## PROBLEM DETAILS
I would like each line of the data that holds the word "main" copied out.

....

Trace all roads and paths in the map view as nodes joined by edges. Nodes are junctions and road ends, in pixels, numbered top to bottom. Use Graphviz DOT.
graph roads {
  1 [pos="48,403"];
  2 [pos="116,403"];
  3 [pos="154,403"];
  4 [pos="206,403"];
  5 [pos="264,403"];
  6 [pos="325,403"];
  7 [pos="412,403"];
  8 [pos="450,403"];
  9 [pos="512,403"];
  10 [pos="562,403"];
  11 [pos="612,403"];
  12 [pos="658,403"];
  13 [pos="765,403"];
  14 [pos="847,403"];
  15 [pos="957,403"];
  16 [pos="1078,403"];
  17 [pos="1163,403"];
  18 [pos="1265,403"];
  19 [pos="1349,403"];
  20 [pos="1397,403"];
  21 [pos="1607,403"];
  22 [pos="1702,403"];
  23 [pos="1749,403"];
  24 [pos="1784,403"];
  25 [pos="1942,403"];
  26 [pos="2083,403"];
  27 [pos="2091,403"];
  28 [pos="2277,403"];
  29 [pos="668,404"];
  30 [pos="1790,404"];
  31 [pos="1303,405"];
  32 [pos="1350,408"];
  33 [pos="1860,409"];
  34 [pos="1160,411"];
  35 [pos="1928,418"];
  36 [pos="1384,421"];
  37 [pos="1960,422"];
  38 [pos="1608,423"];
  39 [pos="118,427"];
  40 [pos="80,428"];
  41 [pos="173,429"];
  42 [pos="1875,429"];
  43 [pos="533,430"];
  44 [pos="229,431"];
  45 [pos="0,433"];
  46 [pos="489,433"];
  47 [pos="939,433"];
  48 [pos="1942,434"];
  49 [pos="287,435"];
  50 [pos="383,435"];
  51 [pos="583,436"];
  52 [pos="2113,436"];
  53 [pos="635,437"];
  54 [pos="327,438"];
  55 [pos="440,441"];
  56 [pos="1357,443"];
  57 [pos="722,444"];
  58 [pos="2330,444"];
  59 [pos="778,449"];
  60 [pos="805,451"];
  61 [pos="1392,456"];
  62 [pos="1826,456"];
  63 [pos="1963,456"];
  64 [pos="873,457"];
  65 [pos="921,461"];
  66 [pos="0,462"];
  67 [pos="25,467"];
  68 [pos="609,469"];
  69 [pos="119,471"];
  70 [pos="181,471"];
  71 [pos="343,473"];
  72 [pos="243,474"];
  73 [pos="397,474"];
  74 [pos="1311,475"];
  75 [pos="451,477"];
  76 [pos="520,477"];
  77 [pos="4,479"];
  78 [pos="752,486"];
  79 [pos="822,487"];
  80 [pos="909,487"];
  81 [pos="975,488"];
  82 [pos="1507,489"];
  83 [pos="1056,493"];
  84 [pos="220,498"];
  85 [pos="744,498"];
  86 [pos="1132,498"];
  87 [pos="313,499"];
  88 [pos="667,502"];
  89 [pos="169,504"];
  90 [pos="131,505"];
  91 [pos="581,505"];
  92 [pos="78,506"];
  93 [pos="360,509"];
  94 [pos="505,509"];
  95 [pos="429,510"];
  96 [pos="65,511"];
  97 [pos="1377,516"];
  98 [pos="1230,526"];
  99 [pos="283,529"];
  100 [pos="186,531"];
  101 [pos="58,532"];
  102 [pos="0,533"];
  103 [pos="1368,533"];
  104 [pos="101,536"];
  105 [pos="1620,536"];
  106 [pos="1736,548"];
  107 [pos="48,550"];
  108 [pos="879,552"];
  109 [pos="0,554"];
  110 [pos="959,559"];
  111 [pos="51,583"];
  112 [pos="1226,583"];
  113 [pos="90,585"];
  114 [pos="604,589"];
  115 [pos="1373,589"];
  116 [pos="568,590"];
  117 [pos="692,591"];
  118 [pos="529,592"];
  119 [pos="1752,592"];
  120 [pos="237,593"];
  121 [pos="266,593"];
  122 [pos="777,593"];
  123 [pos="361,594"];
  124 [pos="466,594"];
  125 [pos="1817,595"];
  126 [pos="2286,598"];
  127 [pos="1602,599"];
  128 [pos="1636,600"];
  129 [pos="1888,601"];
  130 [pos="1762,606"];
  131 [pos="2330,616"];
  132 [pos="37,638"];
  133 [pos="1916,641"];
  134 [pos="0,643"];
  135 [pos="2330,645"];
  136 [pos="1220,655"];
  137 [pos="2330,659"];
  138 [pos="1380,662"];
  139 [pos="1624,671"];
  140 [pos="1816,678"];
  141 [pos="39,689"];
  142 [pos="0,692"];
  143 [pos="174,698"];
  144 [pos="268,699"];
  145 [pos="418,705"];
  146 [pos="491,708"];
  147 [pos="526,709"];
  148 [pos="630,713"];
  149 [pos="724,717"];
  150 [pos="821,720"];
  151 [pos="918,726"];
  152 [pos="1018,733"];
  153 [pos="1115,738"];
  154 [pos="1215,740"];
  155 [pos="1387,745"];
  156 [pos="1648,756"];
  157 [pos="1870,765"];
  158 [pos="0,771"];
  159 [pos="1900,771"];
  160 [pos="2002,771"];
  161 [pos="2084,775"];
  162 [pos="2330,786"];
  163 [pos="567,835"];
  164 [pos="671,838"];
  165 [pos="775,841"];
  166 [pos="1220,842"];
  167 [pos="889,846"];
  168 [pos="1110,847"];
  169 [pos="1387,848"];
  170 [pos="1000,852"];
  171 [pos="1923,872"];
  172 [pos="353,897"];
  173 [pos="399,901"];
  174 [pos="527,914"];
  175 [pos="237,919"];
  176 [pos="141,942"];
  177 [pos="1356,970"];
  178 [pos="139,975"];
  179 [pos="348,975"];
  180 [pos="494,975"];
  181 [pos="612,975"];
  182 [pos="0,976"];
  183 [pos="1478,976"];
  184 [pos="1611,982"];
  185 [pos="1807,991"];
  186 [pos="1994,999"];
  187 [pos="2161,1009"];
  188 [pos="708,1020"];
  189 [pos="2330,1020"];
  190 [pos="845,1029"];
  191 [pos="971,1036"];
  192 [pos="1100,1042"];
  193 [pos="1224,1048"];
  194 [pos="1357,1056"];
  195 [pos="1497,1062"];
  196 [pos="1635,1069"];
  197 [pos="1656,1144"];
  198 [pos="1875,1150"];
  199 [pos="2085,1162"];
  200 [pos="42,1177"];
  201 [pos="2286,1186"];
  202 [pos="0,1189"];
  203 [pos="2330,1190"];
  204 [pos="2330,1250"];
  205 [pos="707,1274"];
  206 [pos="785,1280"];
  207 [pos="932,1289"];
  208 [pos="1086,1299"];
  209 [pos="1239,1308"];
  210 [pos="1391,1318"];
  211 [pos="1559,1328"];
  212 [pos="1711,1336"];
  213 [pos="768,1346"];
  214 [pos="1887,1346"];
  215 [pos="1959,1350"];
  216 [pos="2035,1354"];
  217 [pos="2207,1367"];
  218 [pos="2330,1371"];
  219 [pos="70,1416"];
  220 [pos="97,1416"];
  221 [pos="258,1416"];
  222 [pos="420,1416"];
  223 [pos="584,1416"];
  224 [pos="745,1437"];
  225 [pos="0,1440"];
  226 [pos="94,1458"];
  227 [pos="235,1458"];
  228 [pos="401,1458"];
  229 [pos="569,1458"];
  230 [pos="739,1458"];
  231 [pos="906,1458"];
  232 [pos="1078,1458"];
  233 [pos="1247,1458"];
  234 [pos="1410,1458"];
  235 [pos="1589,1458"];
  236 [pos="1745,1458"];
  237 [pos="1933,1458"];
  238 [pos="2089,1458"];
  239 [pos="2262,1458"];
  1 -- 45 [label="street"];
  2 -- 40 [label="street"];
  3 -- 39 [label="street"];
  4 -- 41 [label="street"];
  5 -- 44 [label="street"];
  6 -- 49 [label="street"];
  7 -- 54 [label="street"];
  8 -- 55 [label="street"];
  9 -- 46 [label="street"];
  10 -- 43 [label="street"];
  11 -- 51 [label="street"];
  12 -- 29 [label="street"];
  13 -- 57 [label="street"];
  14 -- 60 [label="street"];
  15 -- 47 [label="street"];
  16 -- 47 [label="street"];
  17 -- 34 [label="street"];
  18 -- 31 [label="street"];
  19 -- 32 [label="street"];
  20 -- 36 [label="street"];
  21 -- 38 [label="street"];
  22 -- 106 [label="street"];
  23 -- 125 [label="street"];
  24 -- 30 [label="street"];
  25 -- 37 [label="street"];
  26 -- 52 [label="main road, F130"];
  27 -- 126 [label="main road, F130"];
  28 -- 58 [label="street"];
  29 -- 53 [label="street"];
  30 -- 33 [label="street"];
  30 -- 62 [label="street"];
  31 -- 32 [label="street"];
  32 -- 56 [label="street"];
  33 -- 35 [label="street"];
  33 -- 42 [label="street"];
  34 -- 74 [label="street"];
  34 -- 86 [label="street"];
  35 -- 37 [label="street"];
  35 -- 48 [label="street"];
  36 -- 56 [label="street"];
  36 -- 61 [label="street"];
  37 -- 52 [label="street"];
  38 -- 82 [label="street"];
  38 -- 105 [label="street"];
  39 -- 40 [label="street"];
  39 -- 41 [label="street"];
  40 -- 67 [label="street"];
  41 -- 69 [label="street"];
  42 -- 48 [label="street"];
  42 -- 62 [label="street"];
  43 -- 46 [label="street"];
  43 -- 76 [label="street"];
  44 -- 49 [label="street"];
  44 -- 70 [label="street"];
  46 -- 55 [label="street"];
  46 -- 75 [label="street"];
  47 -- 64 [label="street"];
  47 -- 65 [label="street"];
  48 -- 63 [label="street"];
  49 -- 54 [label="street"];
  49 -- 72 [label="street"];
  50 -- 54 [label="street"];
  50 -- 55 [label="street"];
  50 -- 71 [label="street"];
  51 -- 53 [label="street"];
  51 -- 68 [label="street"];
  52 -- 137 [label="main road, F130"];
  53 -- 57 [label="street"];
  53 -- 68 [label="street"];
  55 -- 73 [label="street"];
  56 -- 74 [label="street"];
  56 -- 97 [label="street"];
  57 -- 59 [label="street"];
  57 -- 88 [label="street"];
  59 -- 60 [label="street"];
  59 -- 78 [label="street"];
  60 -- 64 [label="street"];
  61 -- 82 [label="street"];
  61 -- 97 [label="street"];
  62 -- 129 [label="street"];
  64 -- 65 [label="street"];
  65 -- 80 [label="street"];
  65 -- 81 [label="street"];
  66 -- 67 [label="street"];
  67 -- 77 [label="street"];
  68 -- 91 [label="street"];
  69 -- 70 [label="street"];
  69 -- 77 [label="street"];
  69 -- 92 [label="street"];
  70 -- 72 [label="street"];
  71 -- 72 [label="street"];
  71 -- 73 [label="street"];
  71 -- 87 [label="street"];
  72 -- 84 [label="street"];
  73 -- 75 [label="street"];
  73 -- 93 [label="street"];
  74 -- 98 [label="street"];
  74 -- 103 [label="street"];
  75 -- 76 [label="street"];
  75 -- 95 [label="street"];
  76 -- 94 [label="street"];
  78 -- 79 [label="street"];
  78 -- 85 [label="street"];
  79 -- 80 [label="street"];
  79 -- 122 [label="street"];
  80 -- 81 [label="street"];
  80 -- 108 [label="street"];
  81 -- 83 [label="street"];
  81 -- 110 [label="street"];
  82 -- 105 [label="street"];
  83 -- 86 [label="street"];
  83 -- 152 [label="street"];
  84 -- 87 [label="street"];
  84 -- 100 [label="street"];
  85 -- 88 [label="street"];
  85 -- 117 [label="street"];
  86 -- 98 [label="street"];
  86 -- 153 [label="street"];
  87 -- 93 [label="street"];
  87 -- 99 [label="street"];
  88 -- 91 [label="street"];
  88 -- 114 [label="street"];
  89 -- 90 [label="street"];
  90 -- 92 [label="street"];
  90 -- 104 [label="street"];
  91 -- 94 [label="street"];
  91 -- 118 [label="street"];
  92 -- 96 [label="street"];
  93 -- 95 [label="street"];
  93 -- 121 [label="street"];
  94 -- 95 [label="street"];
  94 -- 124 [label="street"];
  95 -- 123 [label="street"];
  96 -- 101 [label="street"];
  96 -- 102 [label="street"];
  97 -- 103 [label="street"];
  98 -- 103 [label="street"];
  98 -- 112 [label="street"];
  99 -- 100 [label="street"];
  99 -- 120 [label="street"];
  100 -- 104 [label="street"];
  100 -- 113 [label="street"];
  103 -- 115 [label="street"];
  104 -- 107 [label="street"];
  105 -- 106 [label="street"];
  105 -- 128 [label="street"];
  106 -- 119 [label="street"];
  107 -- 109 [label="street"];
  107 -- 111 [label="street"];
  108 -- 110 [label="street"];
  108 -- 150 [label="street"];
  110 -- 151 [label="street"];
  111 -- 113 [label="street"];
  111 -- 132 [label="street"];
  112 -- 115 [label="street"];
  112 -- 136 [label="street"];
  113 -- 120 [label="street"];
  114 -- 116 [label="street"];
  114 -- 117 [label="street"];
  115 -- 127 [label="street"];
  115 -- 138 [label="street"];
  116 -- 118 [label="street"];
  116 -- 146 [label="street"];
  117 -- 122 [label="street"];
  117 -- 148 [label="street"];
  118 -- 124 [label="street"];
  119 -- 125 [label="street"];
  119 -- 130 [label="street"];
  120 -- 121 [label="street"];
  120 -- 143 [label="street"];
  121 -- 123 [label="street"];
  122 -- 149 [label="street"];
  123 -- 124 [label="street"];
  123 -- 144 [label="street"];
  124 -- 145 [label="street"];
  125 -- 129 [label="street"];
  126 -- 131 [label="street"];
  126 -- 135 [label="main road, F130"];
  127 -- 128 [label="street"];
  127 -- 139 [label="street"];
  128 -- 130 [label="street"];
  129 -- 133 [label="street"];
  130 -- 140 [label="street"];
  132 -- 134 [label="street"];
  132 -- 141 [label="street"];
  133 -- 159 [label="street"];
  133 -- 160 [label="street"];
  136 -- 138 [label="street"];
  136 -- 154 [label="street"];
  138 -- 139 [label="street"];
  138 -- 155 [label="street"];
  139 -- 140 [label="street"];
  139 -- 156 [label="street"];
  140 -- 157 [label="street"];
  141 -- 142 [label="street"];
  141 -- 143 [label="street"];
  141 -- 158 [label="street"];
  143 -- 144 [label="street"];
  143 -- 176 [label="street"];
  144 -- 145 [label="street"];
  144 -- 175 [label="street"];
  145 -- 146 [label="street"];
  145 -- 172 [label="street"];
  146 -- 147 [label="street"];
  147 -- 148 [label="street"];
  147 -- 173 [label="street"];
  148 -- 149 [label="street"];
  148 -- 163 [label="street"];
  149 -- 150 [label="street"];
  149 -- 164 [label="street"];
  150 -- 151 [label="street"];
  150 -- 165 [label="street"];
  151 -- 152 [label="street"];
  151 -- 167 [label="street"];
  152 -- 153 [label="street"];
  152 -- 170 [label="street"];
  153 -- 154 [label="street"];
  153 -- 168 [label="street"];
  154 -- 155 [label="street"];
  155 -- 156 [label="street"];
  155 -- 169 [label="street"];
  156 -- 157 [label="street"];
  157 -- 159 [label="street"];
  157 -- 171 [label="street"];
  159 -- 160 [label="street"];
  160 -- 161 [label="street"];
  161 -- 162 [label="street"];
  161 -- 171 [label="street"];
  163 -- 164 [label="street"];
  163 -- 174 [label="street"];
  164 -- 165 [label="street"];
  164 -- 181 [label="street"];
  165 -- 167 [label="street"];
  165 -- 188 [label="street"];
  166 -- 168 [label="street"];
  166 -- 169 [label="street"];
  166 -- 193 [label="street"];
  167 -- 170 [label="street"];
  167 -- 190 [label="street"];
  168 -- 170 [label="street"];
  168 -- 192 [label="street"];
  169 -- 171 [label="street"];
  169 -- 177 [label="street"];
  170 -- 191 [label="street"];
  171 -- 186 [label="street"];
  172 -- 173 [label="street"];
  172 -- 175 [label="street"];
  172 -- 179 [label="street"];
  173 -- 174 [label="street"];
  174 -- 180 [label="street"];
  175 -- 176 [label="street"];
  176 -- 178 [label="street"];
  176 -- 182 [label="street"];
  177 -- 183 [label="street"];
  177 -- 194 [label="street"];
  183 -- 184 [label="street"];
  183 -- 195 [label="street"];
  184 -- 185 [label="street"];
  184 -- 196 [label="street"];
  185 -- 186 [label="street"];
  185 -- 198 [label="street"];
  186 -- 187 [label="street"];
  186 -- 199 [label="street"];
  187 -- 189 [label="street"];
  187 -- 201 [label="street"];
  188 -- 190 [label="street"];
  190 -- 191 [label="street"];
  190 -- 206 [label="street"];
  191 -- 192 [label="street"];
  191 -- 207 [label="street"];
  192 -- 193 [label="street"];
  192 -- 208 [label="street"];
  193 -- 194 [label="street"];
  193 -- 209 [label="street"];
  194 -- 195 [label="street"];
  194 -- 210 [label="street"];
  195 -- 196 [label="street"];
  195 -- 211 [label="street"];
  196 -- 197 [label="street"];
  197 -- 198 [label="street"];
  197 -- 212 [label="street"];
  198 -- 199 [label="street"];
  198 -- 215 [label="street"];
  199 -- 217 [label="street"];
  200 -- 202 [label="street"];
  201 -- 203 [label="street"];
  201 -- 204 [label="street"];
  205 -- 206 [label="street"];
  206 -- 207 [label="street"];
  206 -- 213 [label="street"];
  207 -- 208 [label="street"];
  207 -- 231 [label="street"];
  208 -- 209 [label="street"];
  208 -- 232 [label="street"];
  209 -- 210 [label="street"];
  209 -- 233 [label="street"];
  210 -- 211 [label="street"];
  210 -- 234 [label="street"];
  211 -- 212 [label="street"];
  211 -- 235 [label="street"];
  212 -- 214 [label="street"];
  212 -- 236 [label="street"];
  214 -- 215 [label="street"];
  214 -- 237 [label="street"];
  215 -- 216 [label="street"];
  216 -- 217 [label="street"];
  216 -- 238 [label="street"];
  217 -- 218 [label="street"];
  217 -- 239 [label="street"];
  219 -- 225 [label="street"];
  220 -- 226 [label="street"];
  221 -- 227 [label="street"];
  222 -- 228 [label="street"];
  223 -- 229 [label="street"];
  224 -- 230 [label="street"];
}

....

## YOUR SOLUTION
  26 -- 52 [label="main road, F130"];
  27 -- 126 [label="main road, F130"];
  52 -- 137 [label="main road, F130"];
  126 -- 135 [label="main road, F130"];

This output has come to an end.